Le Premier ministre kosovar mis en cause pour trafic d’organes

Le Premier ministre du Kosovo Hashim Thaçi (photo) a agi comme le "parrain" de réseaux criminels responsables d'un trafic d'organes de prisonniers serbes et albanais avant et après l'intervention de l'Otan en 1999, selon un rapport rédigé par le sénateur suisse libéral Dick Marty pour la commission des affaires juridiques et des droits de l'homme de l'Assemblée parlementaire du Conseil de l'Europe. (Reuters/Hazir Reka)

Dans un rapport divulgué mardi, cette institution accuse les indépendantistes albanais du Kosovo de s’être livré à ce trafic et met directement en cause Hashim Thaçi, sinon dans son organisation directe, du moins comme le protecteur des réseaux criminels qui s’en rendent coupables.

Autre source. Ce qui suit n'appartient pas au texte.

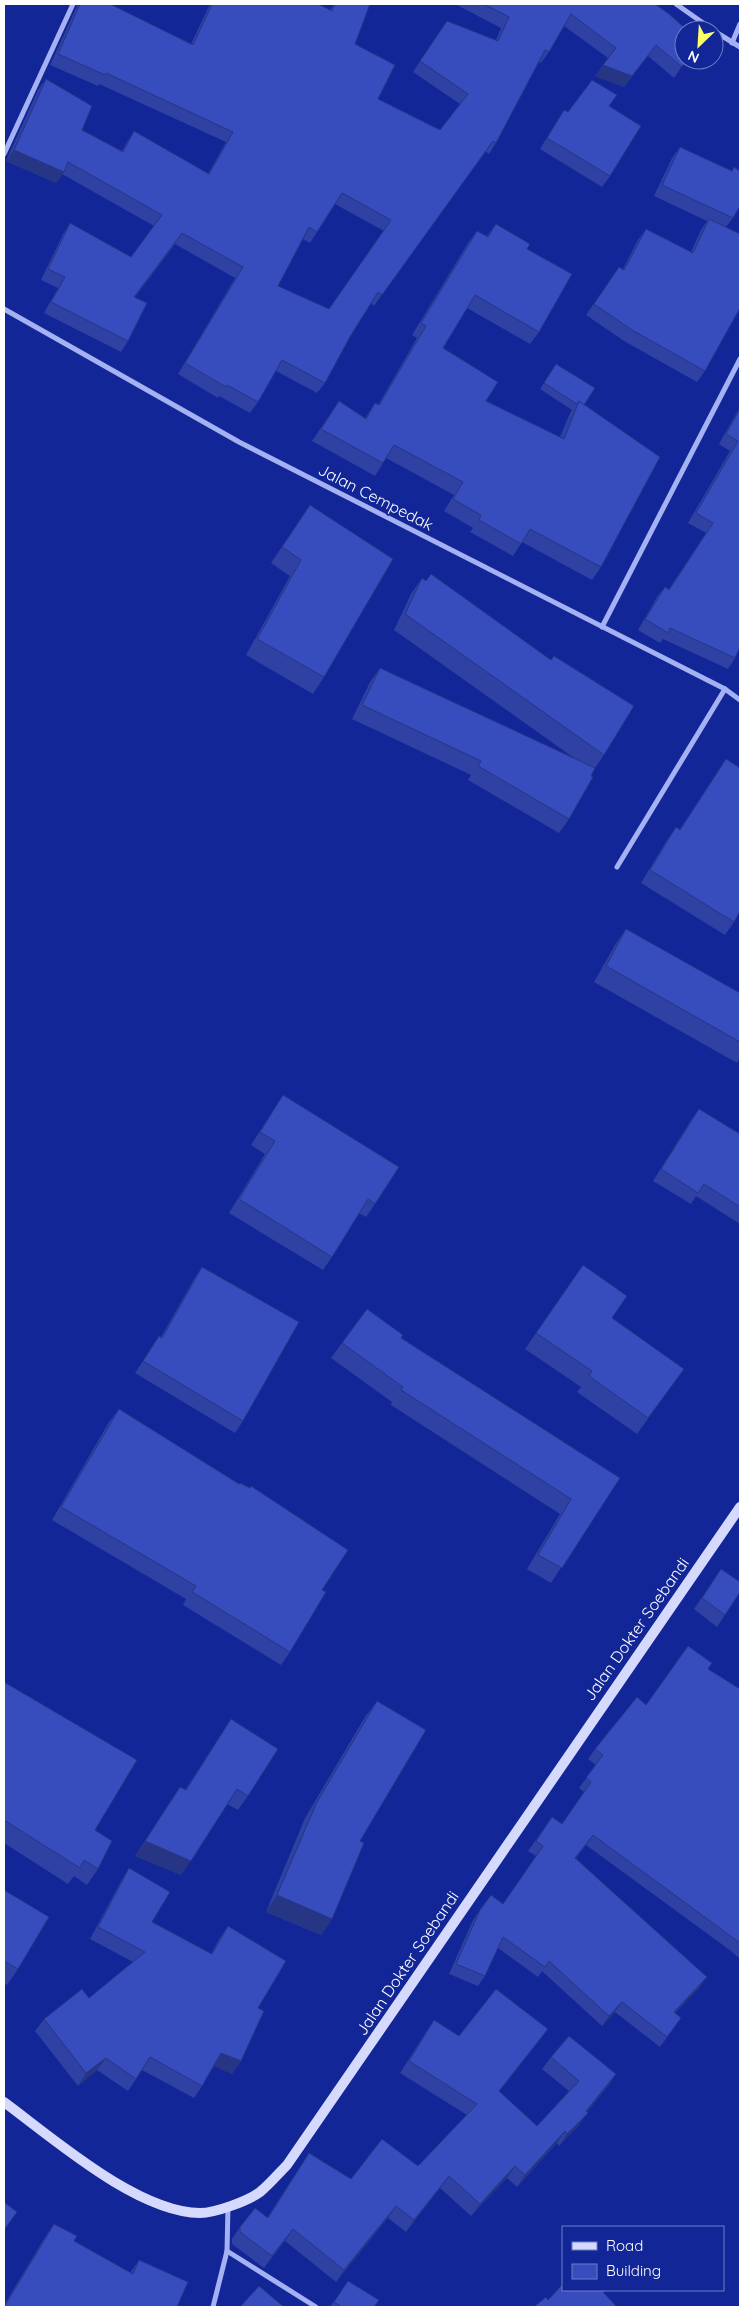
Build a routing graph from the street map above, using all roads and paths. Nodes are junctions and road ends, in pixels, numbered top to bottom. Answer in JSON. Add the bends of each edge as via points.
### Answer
{"nodes":[{"id":1,"x":73,"y":4,"type":"edge"},
{"id":2,"x":676,"y":4,"type":"edge"},
{"id":3,"x":699,"y":20,"type":"edge"},
{"id":4,"x":740,"y":24,"type":"edge"},
{"id":5,"x":724,"y":37,"type":"edge"},
{"id":6,"x":732,"y":42,"type":"junction"},
{"id":7,"x":740,"y":47,"type":"edge"},
{"id":8,"x":4,"y":154,"type":"edge"},
{"id":9,"x":4,"y":309,"type":"edge"},
{"id":10,"x":740,"y":359,"type":"edge"},
{"id":11,"x":602,"y":627,"type":"junction"},
{"id":12,"x":725,"y":689,"type":"junction"},
{"id":13,"x":740,"y":700,"type":"edge"},
{"id":14,"x":617,"y":867,"type":"dead end"},
{"id":15,"x":740,"y":1507,"type":"edge"},
{"id":16,"x":4,"y":2102,"type":"edge"},
{"id":17,"x":228,"y":2207,"type":"junction"},
{"id":18,"x":227,"y":2251,"type":"junction"},
{"id":19,"x":213,"y":2307,"type":"edge"},
{"id":20,"x":316,"y":2307,"type":"edge"}],
"edges":[{"from":1,"to":8,"type":"street"},
{"from":2,"to":3,"type":"street"},
{"from":4,"to":6,"type":"street"},
{"from":5,"to":6,"type":"street"},
{"from":6,"to":7,"type":"street"},
{"from":9,"to":11,"type":"street","name":"Jalan Cempedak","via":[[239,442]]},
{"from":10,"to":11,"type":"street"},
{"from":11,"to":12,"type":"street","name":"Jalan Cempedak"},
{"from":12,"to":13,"type":"street","name":"Jalan Cempedak"},
{"from":12,"to":14,"type":"street"},
{"from":15,"to":17,"type":"main road","name":"Jalan Dokter Soebandi","via":[[287,2165],[259,2192]]},
{"from":16,"to":17,"type":"main road","name":"Jalan Dokter Soebandi","via":[[107,2177],[160,2206],[200,2213]]},
{"from":17,"to":18,"type":"street"},
{"from":18,"to":19,"type":"street"},
{"from":18,"to":20,"type":"street"}]}
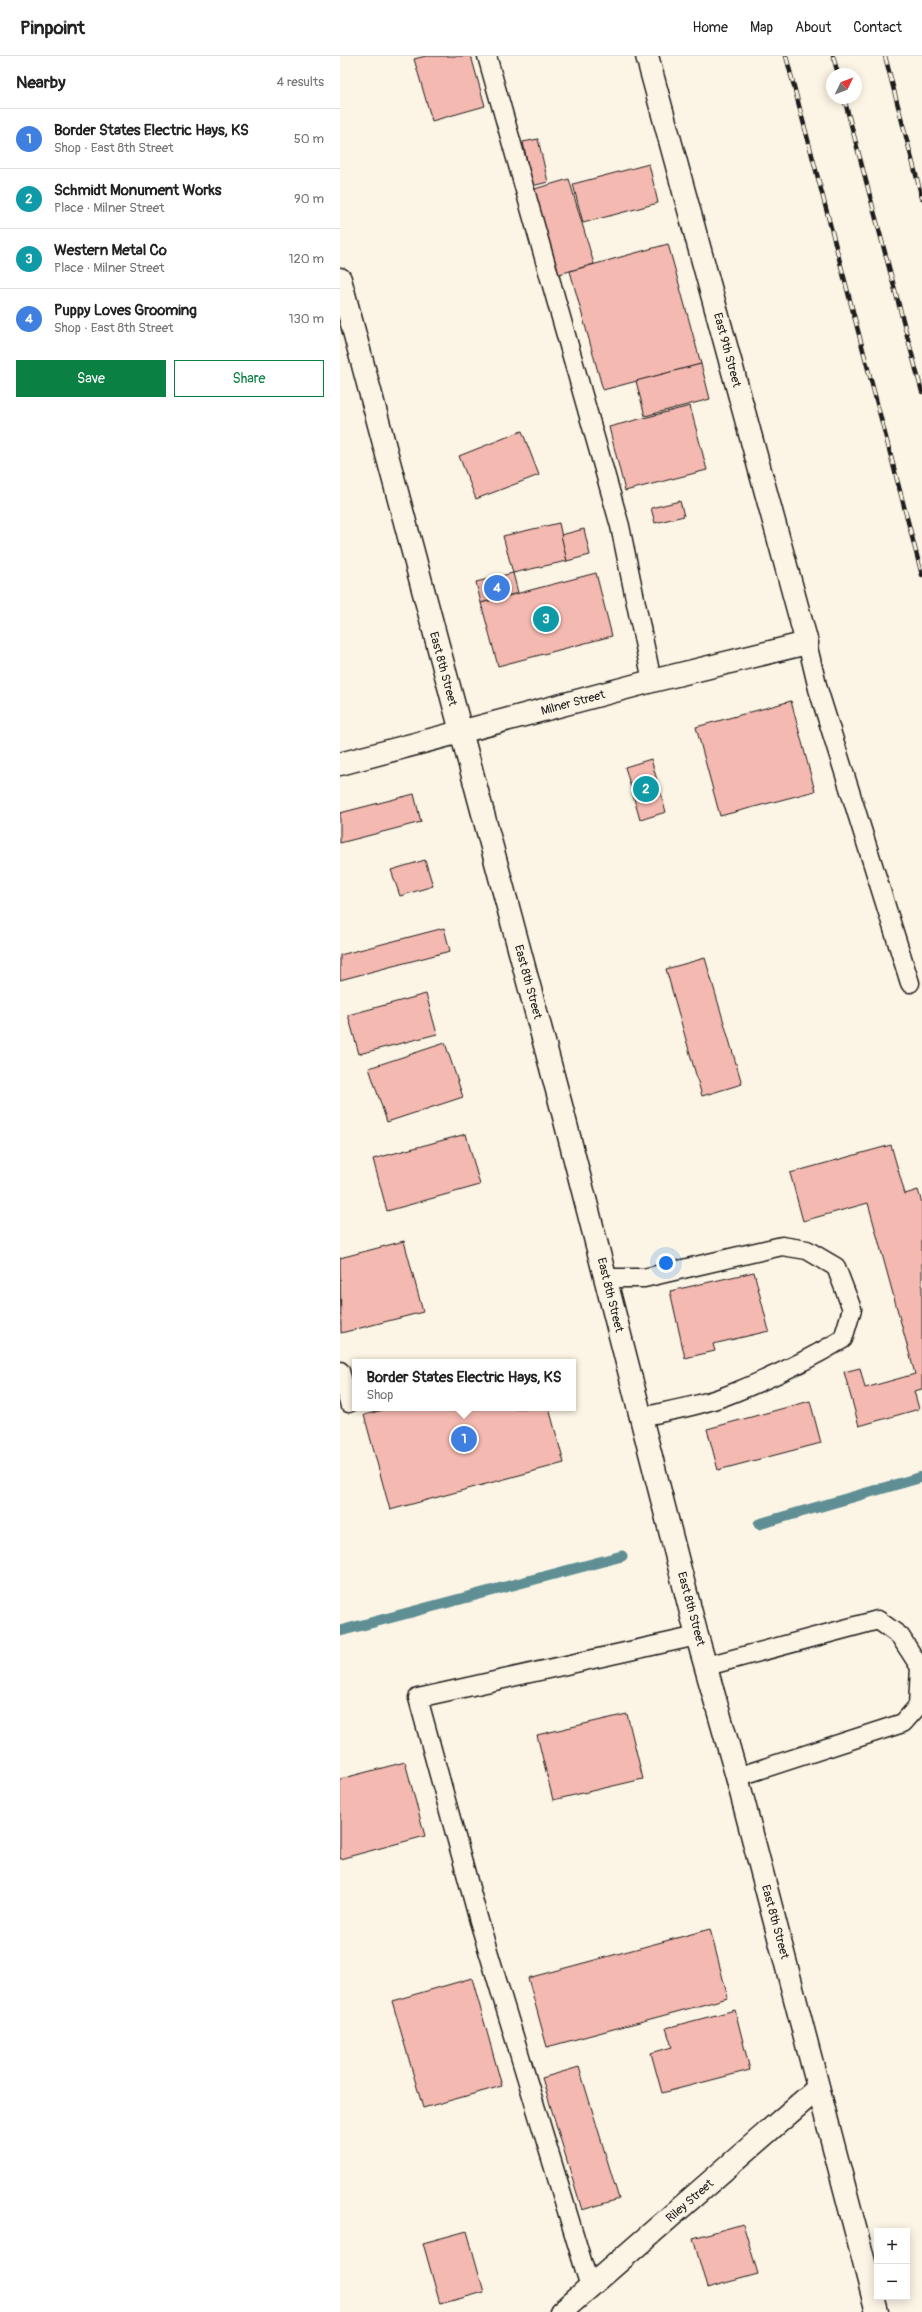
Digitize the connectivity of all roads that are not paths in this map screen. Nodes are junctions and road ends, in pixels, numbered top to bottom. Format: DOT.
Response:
graph roads {
  1 [pos="487,56"];
  2 [pos="647,56"];
  3 [pos="340,279"];
  4 [pos="807,643"];
  5 [pos="652,681"];
  6 [pos="460,732"];
  7 [pos="340,764"];
  8 [pos="910,983"];
  9 [pos="606,1278"];
  10 [pos="340,1371"];
  11 [pos="349,1403"];
  12 [pos="641,1417"];
  13 [pos="697,1636"];
  14 [pos="707,1666"];
  15 [pos="737,1777"];
  16 [pos="818,2088"];
  17 [pos="590,2287"];
  18 [pos="561,2312"];
  19 [pos="877,2312"];
  1 -- 5 [label="lane"];
  2 -- 4 [label="main road, East 9th Street"];
  3 -- 6 [label="main road, East 8th Street"];
  4 -- 5 [label="main road, Milner Street"];
  4 -- 8 [label="lane"];
  5 -- 6 [label="main road, Milner Street"];
  6 -- 7 [label="main road, Milner Street"];
  6 -- 9 [label="main road, East 8th Street"];
  9 -- 12 [label="main road, East 8th Street"];
  9 -- 12 [label="lane"];
  10 -- 11 [label="lane"];
  12 -- 13 [label="main road, East 8th Street"];
  13 -- 14 [label="main road, East 8th Street"];
  13 -- 17 [label="lane"];
  14 -- 15 [label="main road, East 8th Street"];
  14 -- 15 [label="lane"];
  15 -- 16 [label="main road, East 8th Street"];
  16 -- 17 [label="main road, Riley Street"];
  16 -- 19 [label="main road, East 8th Street"];
  17 -- 18 [label="main road, Riley Street"];
}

Le gouvernement du Kosovo a immédiatement réagi en qualifiant dans un communiqué ce document de « diffamatoire« .

« Le gouvernement du Kosovo et le Premier ministre Hashim Thaçi entreprendront toutes les démarches et actions nécessaires pour écarter les mensonges de Dick Marty, y compris par des moyens légaux et politiques« , peut-on y lire.

« Il est clair que quelqu’un veut nuire au Premier ministre Hashim Thaçi, auquel les citoyens du Kosovo ont clairement renouvelé leur confiance afin qu’il poursuive son programme de développement à la tête du pays.« 

Rédigé par le sénateur suisse libéral Dick Marty pour la commission des affaires juridiques et des droits de l’homme de l’Assemblée, qui ne l’a pas encore approuvé, le rapport reprend les accusations portées en 2008 par l’ancien procureur du Tribunal pénal pour l’ex-Yougoslavie, Carla del Ponte.

« Organes prélevés sur des prisonniers »

« De nombreux indices semblent confirmer que, dans la période immédiatement après la fin du conflit armé, avant que les forces internationales puissent vraiment prendre le contrôle de la région et rétablir un semblant d’ordre et de légalité, des organes auraient été prélevés sur des prisonniers dans une clinique en territoire albanais, près de Fushë-Krujë« , dit le rapport.

Ces organes auraient été ensuite transportés à l’étranger « à des fins de transplantation« .

« Cette activité criminelle » s’est développée «  grâce à l’initiative de certains chefs des milices de l’UCK – l’Armée de libération du Kosovo – liés au crime organisé » et elle « s’est poursuivie, bien que sous d’autres formes, jusqu’à nos jours« , affirme Dick Marty.

Le sénateur suisse accuse « un noyau restreint mais incroyablement puissant de personnalités de l’UCK« , dit « groupe de Drenica« , d’avoir pris le contrôle des activités criminelles au Kosovo et en Albanie.

Le « parrain » de ce groupe ne serait autre que Hashim Thaçi, Premier ministre sortant dont le parti, le PDK (Parti démocratique du Kosovo), est sorti vainqueur des élections législatives de dimanche dernier.

Dick Marty, ancien procureur, cite des sources au sein des services de lutte contre la drogue dans cinq pays qui affirment que Hashim Thaçi et le groupe de Drenica contrôlent le commerce de l’héroïne depuis dix ans.

L’UE et L’ONU épinglées

Ils seraient également responsables d’assassinats et de détentions illégales dans le cadre desquelles se seraient déroulés des prélèvements d’organes, principalement de reins.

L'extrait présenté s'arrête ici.